Приведу вам еще несколько других ситуаций. В одной из сцен какой-то голый пациент в бешенстве выбегает в коридор. В ту эпоху, когда еще не было успокаивающих и психотропных лекарств, такие ситуации случались раз в год, а здесь это становится нормой. Или вспомним обо всей этой сфере больничной обыденной жизни, которая установилась еще в довоенной Польше. Существовала отчетливая пропасть между санитаром и врачом. Такой нахальной бесцеремонности, как в фильме, между Юзефом и Стефаном, который дает ему взятку, чтобы он не обижал больных, просто не могло быть. Врача следовало уважать и слушаться (или хотя бы делать вид). Если пациент не сопротивляется, нет никакого повода цепляться к нему. И не потому, что санитар такой добрый по натуре, но просто потому, что в больнице триста пациентов, и если бы он вздумал каждому выкручивать руки, то через пару часов устал бы так, что не смог бы работать. Эти сцены свидетельствуют о том, что у экранизаторов не было приличных консультантов или же они действовали по принципу сгущения красок: то, что случается раз в три года, они решили показать на нескольких метрах киноленты.
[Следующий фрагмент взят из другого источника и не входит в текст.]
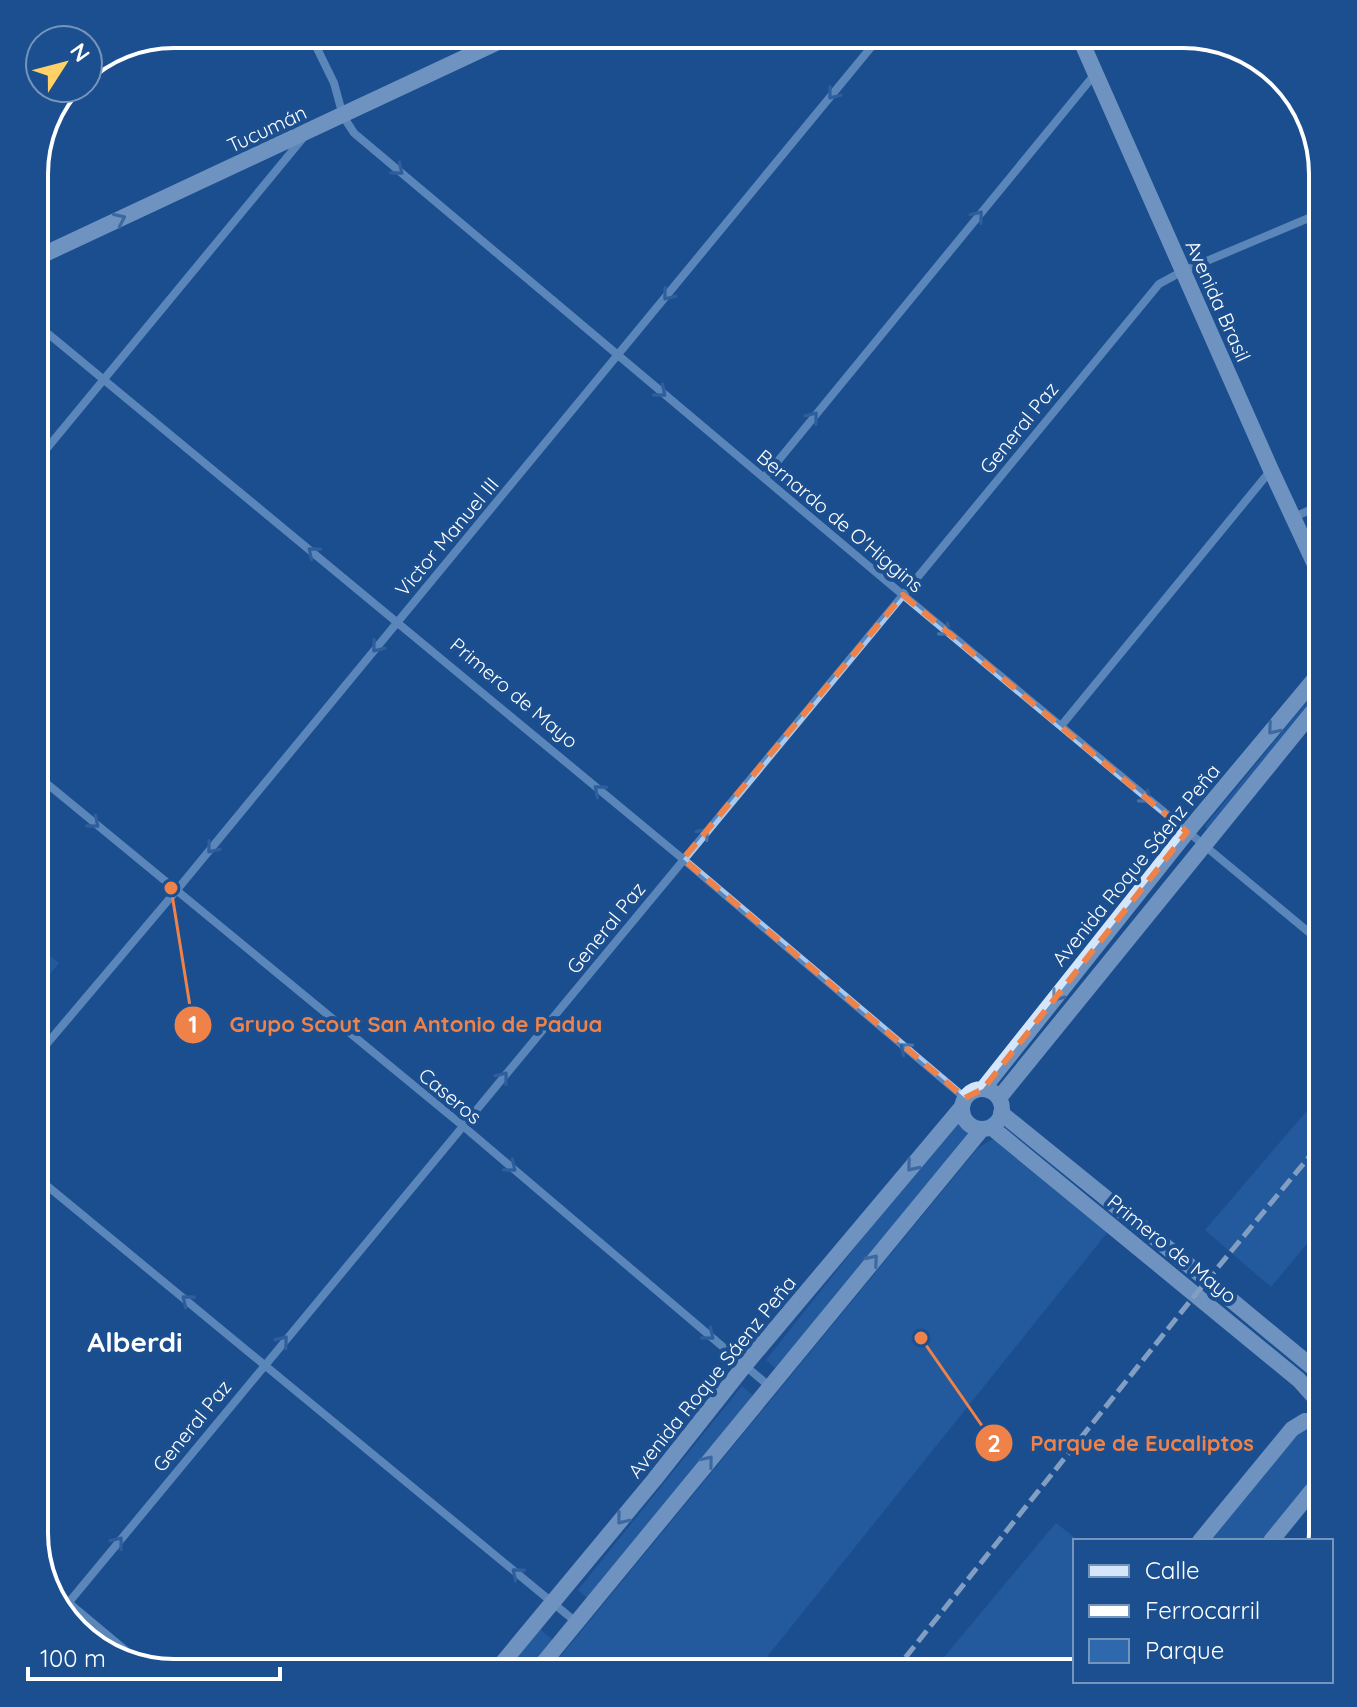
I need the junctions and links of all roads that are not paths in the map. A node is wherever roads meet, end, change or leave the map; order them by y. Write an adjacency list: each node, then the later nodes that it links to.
1 (317, 48): 6 (street)
2 (482, 48): 6 (street, Tucumán)
3 (871, 48): 12 (street, Victor Manuel III, one-way to 12)
4 (1084, 48): 5 (street, Avenida Brasil)
5 (1095, 74): 10 (street, Avenida Brasil); 16 (street, one-way to 5)
6 (343, 116): 7 (street, Tucumán); 12 (street, Bernardo de O'Higgins, one-way to 12)
7 (308, 132): 9 (street, Tucumán, one-way to 7); 13 (street)
8 (1309, 218): 10 (street, General Paz)
9 (48, 253)
10 (1183, 271): 15 (street, Avenida Brasil); 20 (street, General Paz)
11 (48, 333): 13 (street, Primero de Mayo)
12 (618, 356): 16 (street, Bernardo de O'Higgins, one-way to 16); 21 (street, Victor Manuel III)
13 (105, 380): 14 (street); 21 (street, Primero de Mayo, one-way to 13)
14 (48, 447)
15 (1271, 470): 18 (street, Avenida Brasil); 24 (street)
16 (764, 478): 20 (street, Bernardo de O'Higgins)
17 (1309, 510): 18 (street)
18 (1292, 518): 19 (street, Avenida Brasil)
19 (1309, 553)
20 (903, 595): 24 (street, Bernardo de O'Higgins, one-way to 24); 28 (street, General Paz, one-way to 20)
21 (398, 622): 28 (street, Primero de Mayo, one-way to 21); 29 (street, Victor Manuel III, one-way to 29)
22 (1309, 686): 26 (street, Avenida Roque Sáenz Peña, one-way to 26)
23 (1309, 716): 27 (street, Avenida Roque Sáenz Peña)
24 (1061, 726): 26 (street, Bernardo de O'Higgins, one-way to 26)
25 (48, 785): 29 (street, Caseros, one-way to 29)
26 (1187, 832): 27 (street, Bernardo de O'Higgins); 30 (street, Avenida Roque Sáenz Peña)
27 (1204, 845): 31 (street, Avenida Roque Sáenz Peña); 32 (street, Bernardo de O'Higgins)
28 (683, 859): 41 (street, Primero de Mayo, one-way to 28); 43 (street, General Paz, one-way to 28)
29 (176, 891): 37 (street, Victor Manuel III); 43 (street, Caseros)
30 (1121, 914): 31 (street); 33 (street, Avenida Roque Sáenz Peña)
31 (1137, 927): 34 (street, Avenida Roque Sáenz Peña)
32 (1309, 932)
33 (1079, 968): 34 (street); 35 (street, Avenida Roque Sáenz Peña, one-way to 35)
34 (1094, 981): 36 (street, Avenida Roque Sáenz Peña)
35 (1033, 1026): 36 (street); 38 (street, Avenida Roque Sáenz Peña)
36 (1048, 1037): 39 (street, Avenida Roque Sáenz Peña)
37 (48, 1042)
38 (1007, 1059): 39 (street); 40 (street, Avenida Roque Sáenz Peña)
39 (1021, 1071): 42 (street, Avenida Roque Sáenz Peña)
40 (983, 1089): 41 (street); 42 (street)
41 (963, 1102): 42 (street); 49 (street, Avenida Roque Sáenz Peña, one-way to 49)
42 (993, 1117): 45 (street, Primero de Mayo); 46 (street, Primero de Mayo); 50 (street, Avenida Roque Sáenz Peña, one-way to 42)
43 (463, 1126): 47 (street, General Paz, one-way to 43); 49 (street, Caseros, one-way to 49)
44 (48, 1187): 47 (street, one-way to 44)
45 (1128, 1215): 46 (street); 48 (street, Primero de Mayo)
46 (1117, 1229): 51 (street, Primero de Mayo)
47 (264, 1364): 56 (street, General Paz, one-way to 47); 57 (street, one-way to 47)
48 (1309, 1364)
49 (745, 1365): 50 (street, Caseros); 57 (street, Avenida Roque Sáenz Peña, one-way to 57)
50 (769, 1386): 59 (street, Avenida Roque Sáenz Peña, one-way to 50)
51 (1309, 1391)
52 (1309, 1421): 54 (street)
53 (1309, 1494): 55 (street)
54 (1202, 1539)
55 (1273, 1539)
56 (68, 1602)
57 (553, 1602): 59 (street); 61 (street, Avenida Roque Sáenz Peña)
58 (69, 1603): 60 (street)
59 (577, 1623): 62 (street, Avenida Roque Sáenz Peña)
60 (122, 1647)
61 (506, 1659)
62 (547, 1659)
Это предположение подтверждает и поведение врачей при больных в фильме. Врач прекрасно знает, что умственно больной вовсе не отрезан от мира каким-то занавесом. То, что он проявляет свои странные реакции, никоим образом не нарушает его контакта с окружением. Больные очень внимательно следят за врачами, и при них нельзя говорить так, как при шкафе или при манекене. Они слышат, понимают и по-своему реагируют. Ситуации, когда врачи говорят при пациентах так, словно те - заводные куклы, фальшивы по существу. Наконец, еще одно замечание: в книге история с инженером, у которого опухоль на мозге и на котором Каутерс проводит эксперимент, является всего лишь предположением. Это Стефан подозревает, что пациент был убит во время хирургической операции. А Жебровский подает это предположение как факт.
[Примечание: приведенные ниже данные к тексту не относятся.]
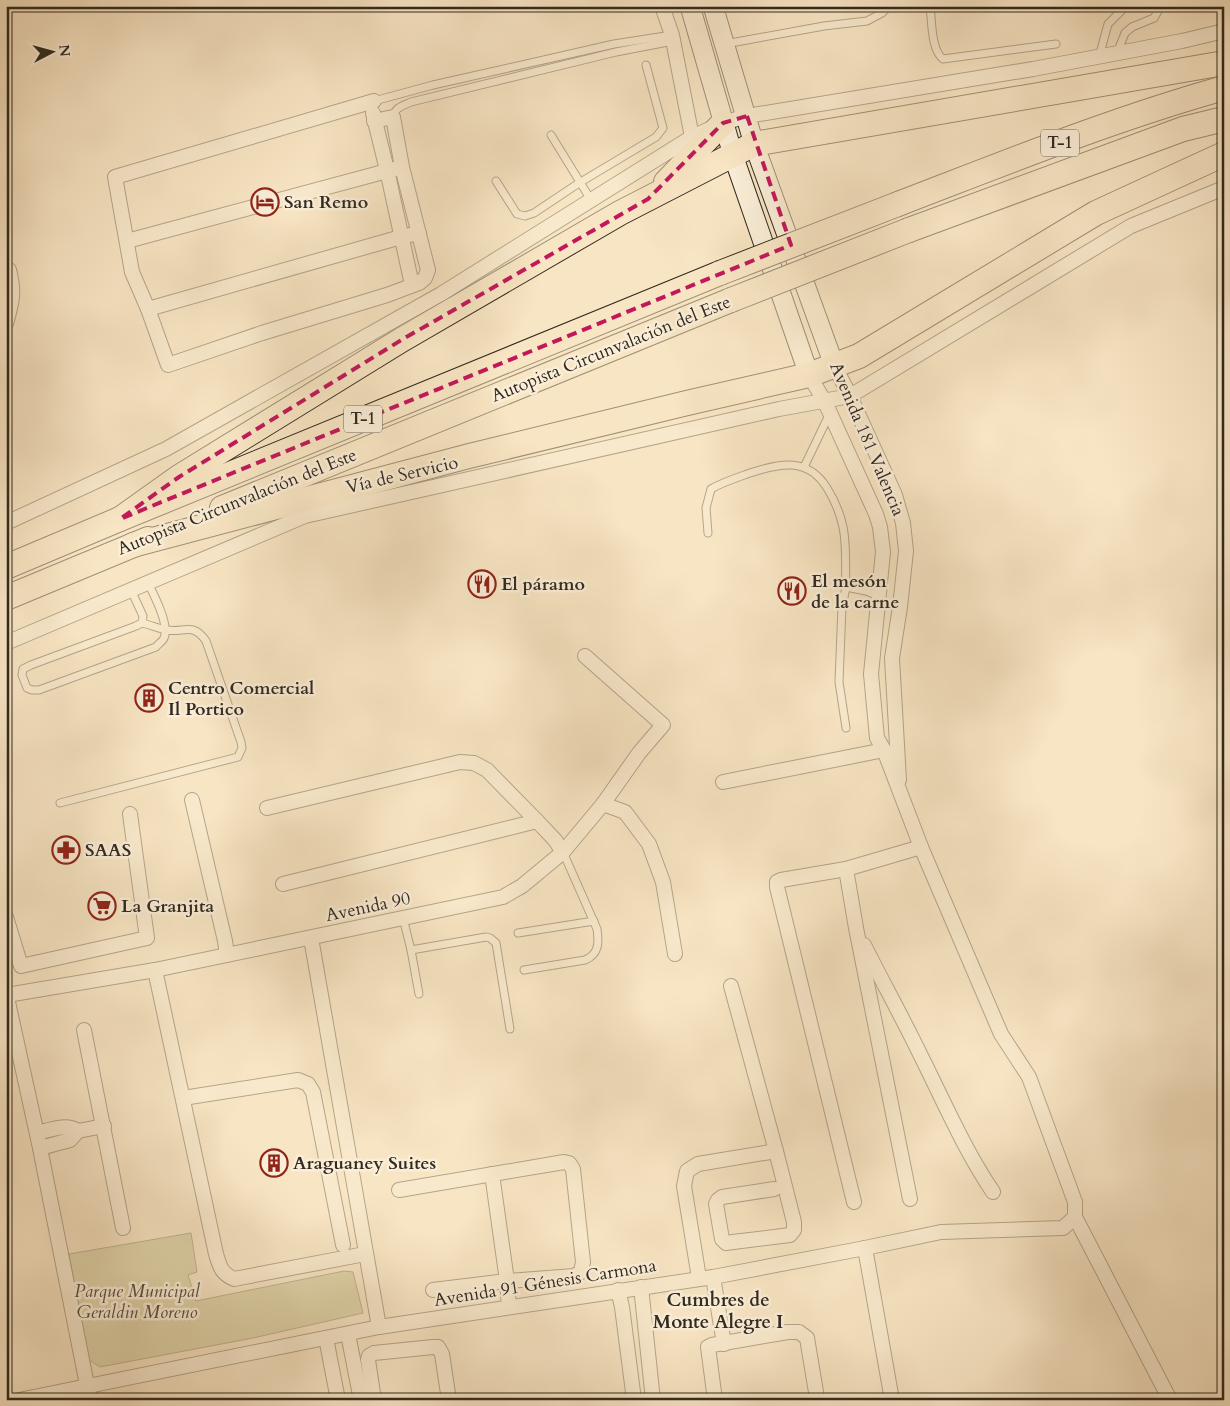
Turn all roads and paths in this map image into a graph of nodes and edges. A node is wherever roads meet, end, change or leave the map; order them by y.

- И он сделал еще более худшую вещь, но давайте по порядку. Книга заканчивается сценой, резкость которой в этическом - не сексуальном - смысле для меня была ясна. Я представил себе, что в смысле психологического правдоподобия это возможно, так как эротический контакт после часов смертельной тревоги и ожидания экзекуции является предлогом, а не действительной целью сближения с другим человеком. Здесь реализуется потребность в непосредственном, близком контакте, потребность в отчаянном объятии человечества. Эротическим контакт становится только потому, что герои - противоположного пола. А Жебровский представил это так, что в то время, когда вся больница ожидает приезда палачей, когда даже сумасшедшие прижимают носы к стеклу, они отправляются в постель, где Носилевская лижет лицо Стефана, прямо поедает его… Эти нежности показались мне просто отвратительными. Скажу грубо: я не представляю мужчину, который в таких обстоятельствах способен на эрекцию.
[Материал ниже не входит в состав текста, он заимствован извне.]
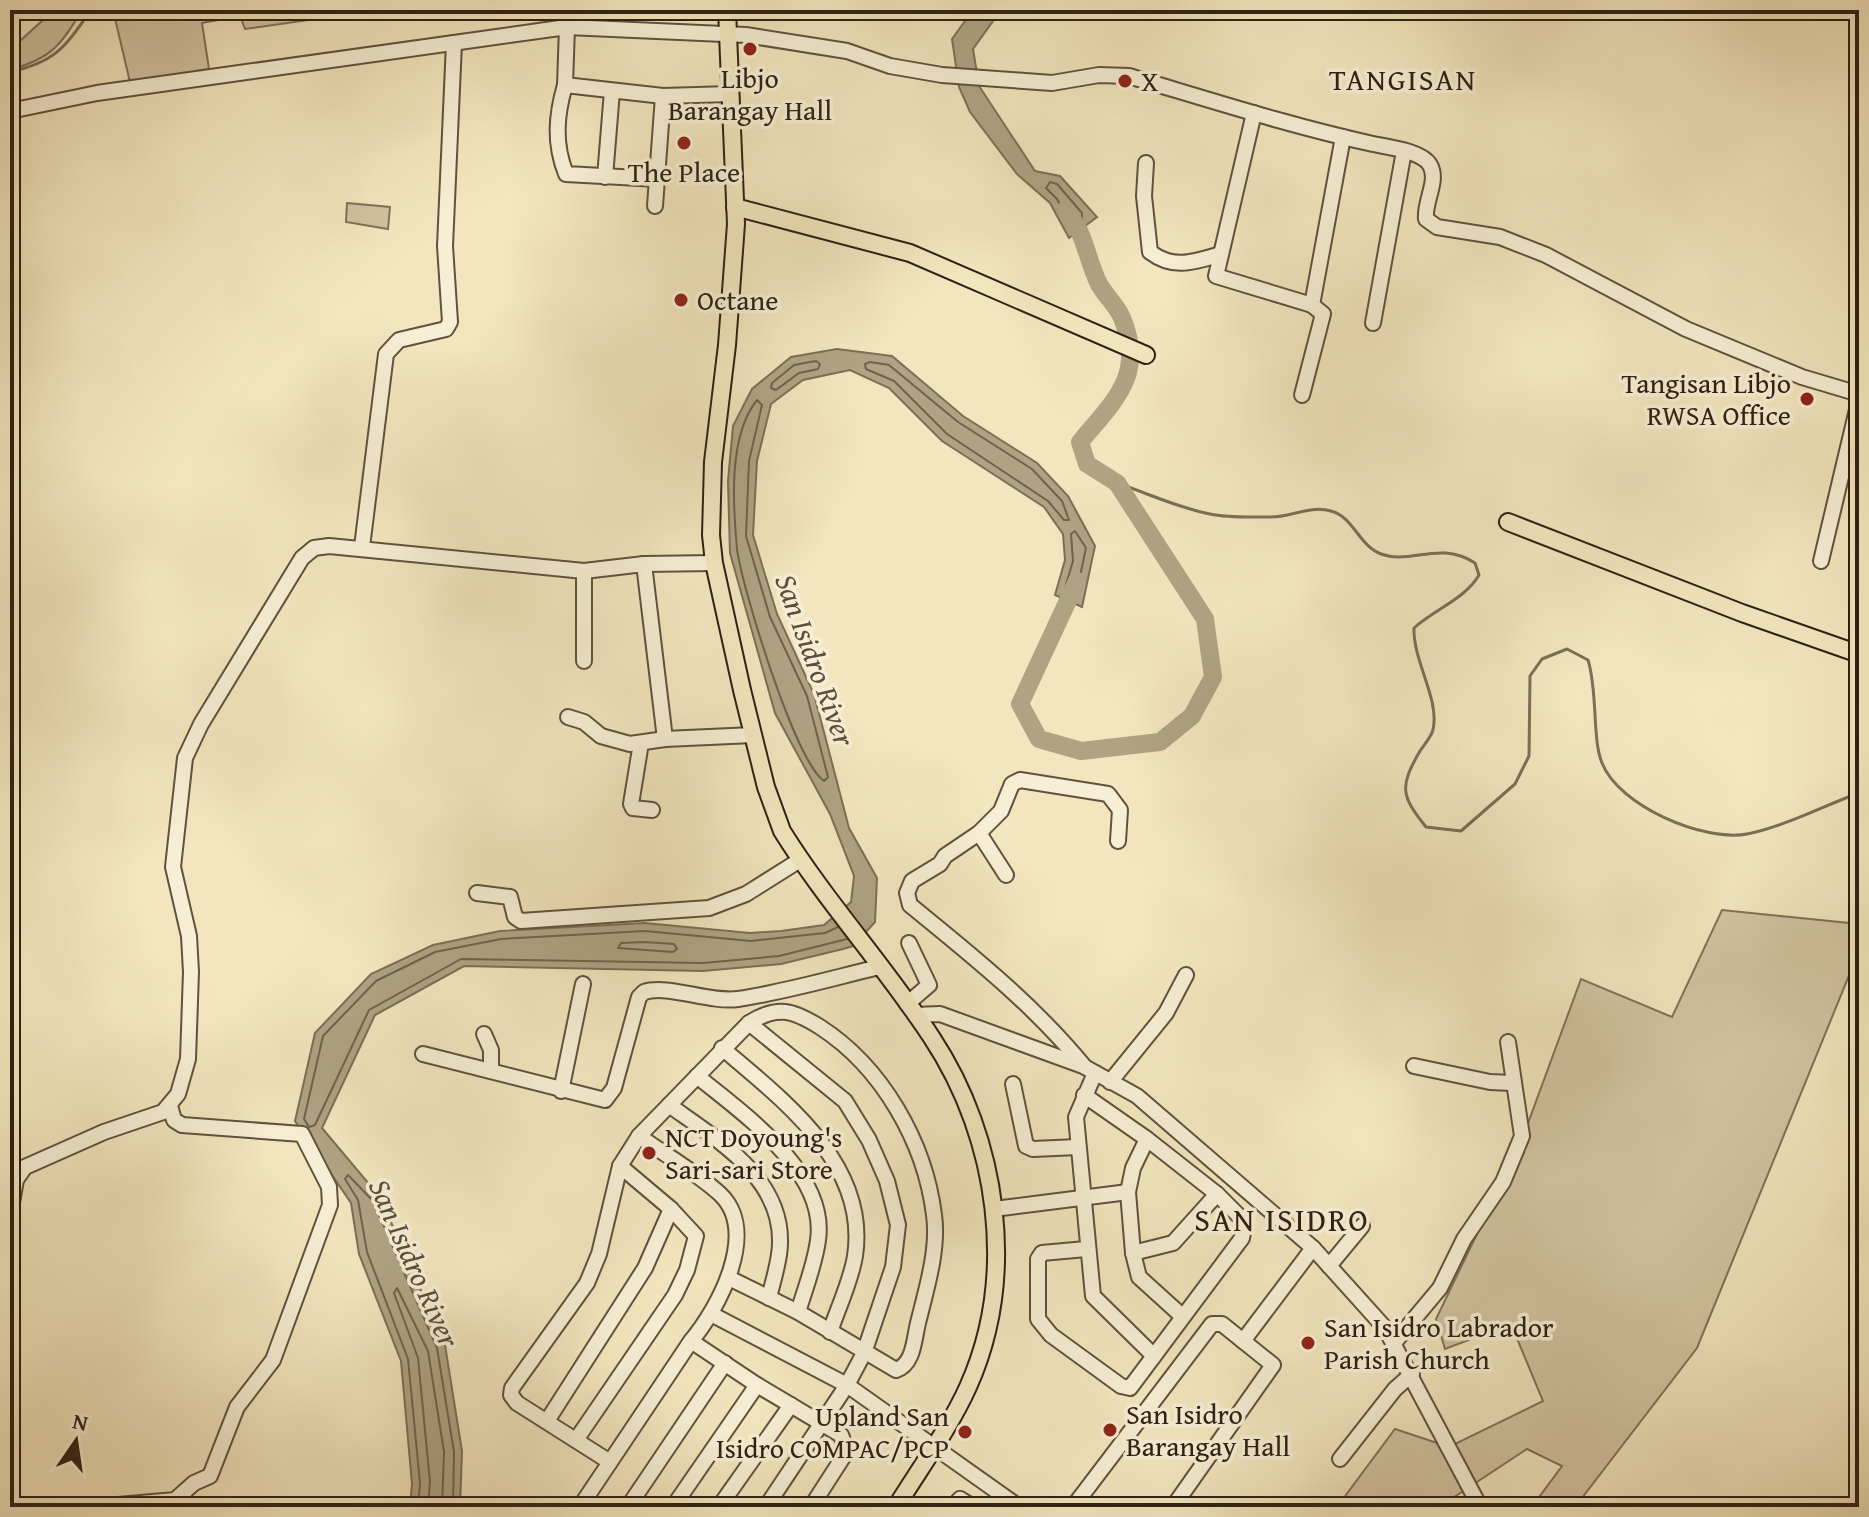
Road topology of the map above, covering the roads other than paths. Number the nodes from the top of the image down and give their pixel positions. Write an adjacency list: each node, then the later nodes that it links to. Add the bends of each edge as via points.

Кроме того, возвращаясь к вашему вопросу, Жебровский оказался более жестоким, чем я, так как не оставил никаких шансов Стефану, которого настигают палачи, когда он во мгле тащит сумасшедшего. Хорошо хоть, режиссер не позволил нам услышать выстрелы. Я считаю, что должен остаться какой-то свидетель несчастья. Ведь мы знаем, что гибель не была всеобщей, что кто-то должен рассказать обо всем этом. Не вижу причин, по которым Жебровский всех сбросил в одну могилу, а потом прикончил и того единственного, который сбежал.